Popülizm bir yana bırakılıp yalnızca milli menfaatleri esas alan bir dış politika yaklaşımı benimsendiği takdirde bu sahada atılacak adımların tribündeki seyirciye yani iç politikaya göre ayarlanmasının doğurabileceği tehlikeler ortadan kalkacaktır.

***

Ama bugünlerde ikide bir söylenen dostları çoğaltacağız, düşmanları azaltacağız sözü kuru bir retorik malzemesinden ibaret kalırsa boşuna ümitlenmişiz demek olur. İkincisi, dış politikadaki revizyon konusunun başka bir açıdan iç politika malzemesi yapılıp şu anda fiilen tasfiye edilmiş birilerini günah keçisi ilan etmek, başka birilerini de temize çıkarmak için kullanmaya girişilmesi de hayal kırıklığı olur.
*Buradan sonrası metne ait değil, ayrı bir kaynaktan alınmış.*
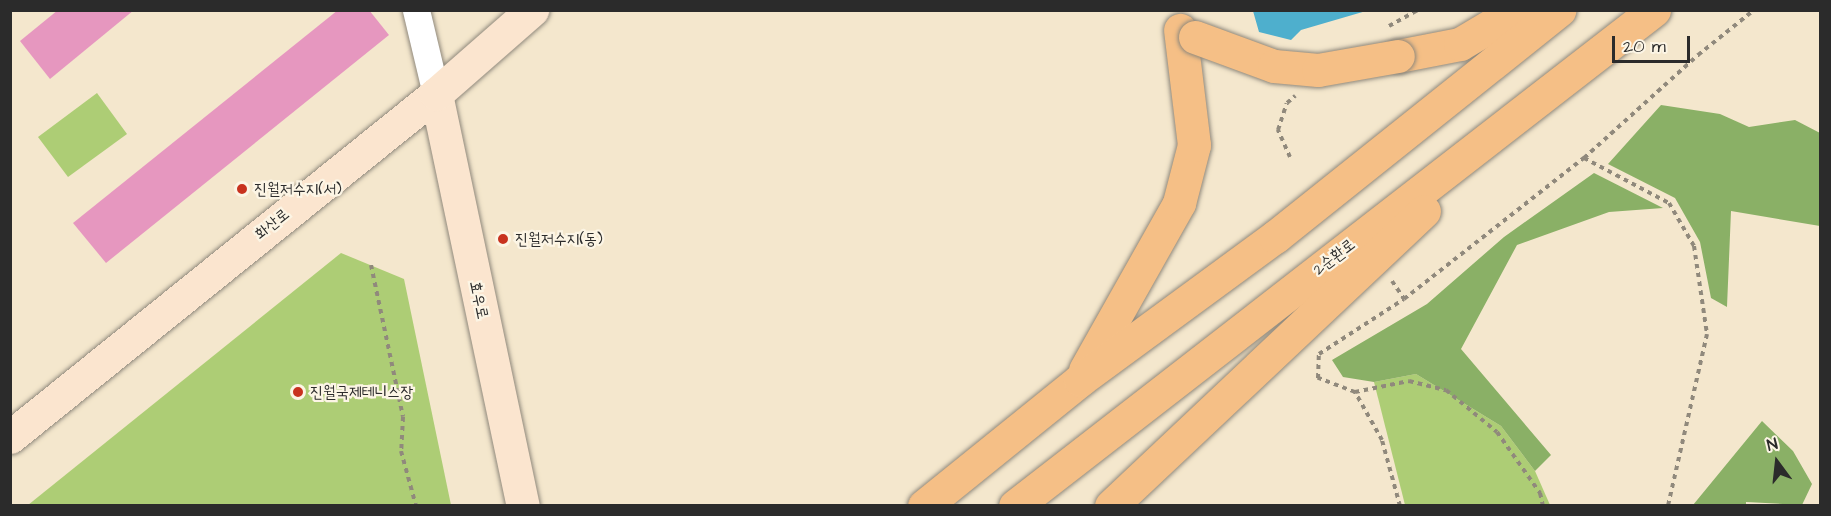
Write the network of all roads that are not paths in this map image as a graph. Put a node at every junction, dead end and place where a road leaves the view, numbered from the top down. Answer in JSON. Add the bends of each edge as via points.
{"nodes":[{"id":1,"x":416,"y":10,"type":"edge"},
{"id":2,"x":532,"y":10,"type":"edge"},
{"id":3,"x":1517,"y":10,"type":"edge"},
{"id":4,"x":1559,"y":10,"type":"edge"},
{"id":5,"x":1654,"y":10,"type":"edge"},
{"id":6,"x":1180,"y":26,"type":"edge"},
{"id":7,"x":1554,"y":87,"type":"junction"},
{"id":8,"x":436,"y":94,"type":"junction"},
{"id":9,"x":1080,"y":380,"type":"junction"},
{"id":10,"x":10,"y":437,"type":"edge"},
{"id":11,"x":523,"y":506,"type":"edge"},
{"id":12,"x":924,"y":506,"type":"edge"},
{"id":13,"x":1015,"y":506,"type":"edge"},
{"id":14,"x":1111,"y":506,"type":"edge"}],
"edges":[{"from":1,"to":8,"type":"street"},
{"from":2,"to":8,"type":"main road","name":"화산로"},
{"from":3,"to":6,"type":"highway","bridge":true,"via":[[1460,44],[1317,70],[1285,67]]},
{"from":4,"to":9,"type":"highway","via":[[1275,237]]},
{"from":5,"to":7,"type":"highway","name":"2순환로"},
{"from":6,"to":9,"type":"highway","via":[[1194,146],[1179,203]]},
{"from":7,"to":13,"type":"highway","name":"2순환로"},
{"from":7,"to":14,"type":"highway"},
{"from":8,"to":10,"type":"main road","name":"화산로"},
{"from":8,"to":11,"type":"main road","name":"효우로"},
{"from":9,"to":12,"type":"highway"}]}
Üçüncüsü, dostları çoğaltıp düşmanları azaltma hedefi kendi başına güzel bir hedef ama bunu gerçekleştirmenin vasıtası ve yöntemi de belirlenmeli. Yoksa retorikten ibaret olarak kalır konuşulanlar.

Dış politikada kabaca iki tür bakış açısı olduğu kabul edilir. İdealizm ve realizm. İlki belirli manevi değerleri ve ülküleri esas alır, ikincisi bunları ikinci planda tutar. Bana sorarsanız, realist yaklaşım da idealist yaklaşım da neticede birer fikir olarak saygıya layıktır. Ama bunlardan biri dış politika anlayışı olarak benimsenmişse uygulayanlarda içtenlik ve tutarlılık da aranır.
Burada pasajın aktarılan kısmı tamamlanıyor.